Maybe best to make one through to completion and estimate your time from that.

Then see if it sells.

Have you made them before ?

Dave.

Never made one from scratch but i've repaired a few of them (not exactly to a fine luther standard though). I had a surprising amount of fun making 50 hooks and nuts for a banjo pot that was missing them, and with that amount it was worth giving it some thought as to how to produce them the quickest. I ended up putting a hole in the end of a steel bar with a polished round-over, and used a ground up chisel to push (with a hammer) the 4mm brass rod into the hole to bend the hook. Then used a fixture in the lathe toolpost to hold the things for cutting the excess brass off. It was quick and worked pretty well. Ever since i've been thinking about finding another 'batch' process to play with, and making whole banjos could be alot of fun.

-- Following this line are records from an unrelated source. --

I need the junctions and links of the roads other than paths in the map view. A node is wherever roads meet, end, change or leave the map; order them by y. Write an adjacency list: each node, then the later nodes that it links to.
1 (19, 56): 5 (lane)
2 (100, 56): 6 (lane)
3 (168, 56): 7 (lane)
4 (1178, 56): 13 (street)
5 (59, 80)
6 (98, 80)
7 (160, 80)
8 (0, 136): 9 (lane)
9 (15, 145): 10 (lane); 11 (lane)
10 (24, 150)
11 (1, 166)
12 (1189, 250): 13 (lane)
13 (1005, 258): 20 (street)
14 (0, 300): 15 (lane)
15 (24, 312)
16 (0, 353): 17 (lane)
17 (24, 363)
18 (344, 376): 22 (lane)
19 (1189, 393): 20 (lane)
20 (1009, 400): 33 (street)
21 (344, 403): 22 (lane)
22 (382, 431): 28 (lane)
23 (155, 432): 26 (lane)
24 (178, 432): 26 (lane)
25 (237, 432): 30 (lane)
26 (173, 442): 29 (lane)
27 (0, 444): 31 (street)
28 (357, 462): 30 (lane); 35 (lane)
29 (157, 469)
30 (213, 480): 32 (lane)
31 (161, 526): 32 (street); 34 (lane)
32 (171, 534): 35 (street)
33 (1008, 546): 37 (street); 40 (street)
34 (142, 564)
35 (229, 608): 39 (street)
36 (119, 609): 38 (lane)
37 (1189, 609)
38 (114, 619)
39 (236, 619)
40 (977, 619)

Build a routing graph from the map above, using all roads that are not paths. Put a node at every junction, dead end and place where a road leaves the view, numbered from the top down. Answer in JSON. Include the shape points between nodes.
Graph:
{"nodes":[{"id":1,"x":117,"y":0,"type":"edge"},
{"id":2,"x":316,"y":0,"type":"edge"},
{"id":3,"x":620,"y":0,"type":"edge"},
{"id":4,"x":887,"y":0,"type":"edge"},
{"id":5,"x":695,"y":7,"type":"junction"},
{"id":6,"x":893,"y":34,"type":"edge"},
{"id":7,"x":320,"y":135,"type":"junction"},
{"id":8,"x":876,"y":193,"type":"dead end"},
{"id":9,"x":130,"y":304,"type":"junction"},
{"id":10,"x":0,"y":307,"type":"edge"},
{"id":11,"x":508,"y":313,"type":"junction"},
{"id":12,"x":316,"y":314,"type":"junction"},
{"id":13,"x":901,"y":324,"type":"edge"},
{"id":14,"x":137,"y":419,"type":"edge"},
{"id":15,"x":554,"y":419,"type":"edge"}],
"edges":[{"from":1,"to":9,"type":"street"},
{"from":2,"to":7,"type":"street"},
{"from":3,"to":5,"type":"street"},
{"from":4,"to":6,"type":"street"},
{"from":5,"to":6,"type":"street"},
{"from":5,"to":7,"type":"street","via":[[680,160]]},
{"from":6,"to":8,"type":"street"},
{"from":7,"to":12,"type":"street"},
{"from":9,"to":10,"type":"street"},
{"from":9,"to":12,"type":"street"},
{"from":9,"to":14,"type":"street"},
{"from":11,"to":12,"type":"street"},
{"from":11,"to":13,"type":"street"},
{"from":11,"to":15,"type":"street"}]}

The internet also has alot of opportunities to market them.


Don't price on time and materials, price on perceived value and the competition. Make sure you have enough fat for distributor pricing and the ability to outsource some manufacturing. Start high! Sell your products uniqueness, not just your time! This is what I did and it has paid for everything in my workshop. as for VAT/GST, I went to our tax man and asked them to backdate it after a quarter. Your expenses are high starting out so you have a lot of tax credits. Take some advice from an accountant. Go with your passion!

One thing i'm concerned about is that when it comes to banjos there's the cheap Chinese ones, and then there's the ones produced by the artisan craftsmanne type of instrument maker. With those I get the feeling they're selling more of an idea than an actual instrument, and it's not something I could (or would want to) try and compete with.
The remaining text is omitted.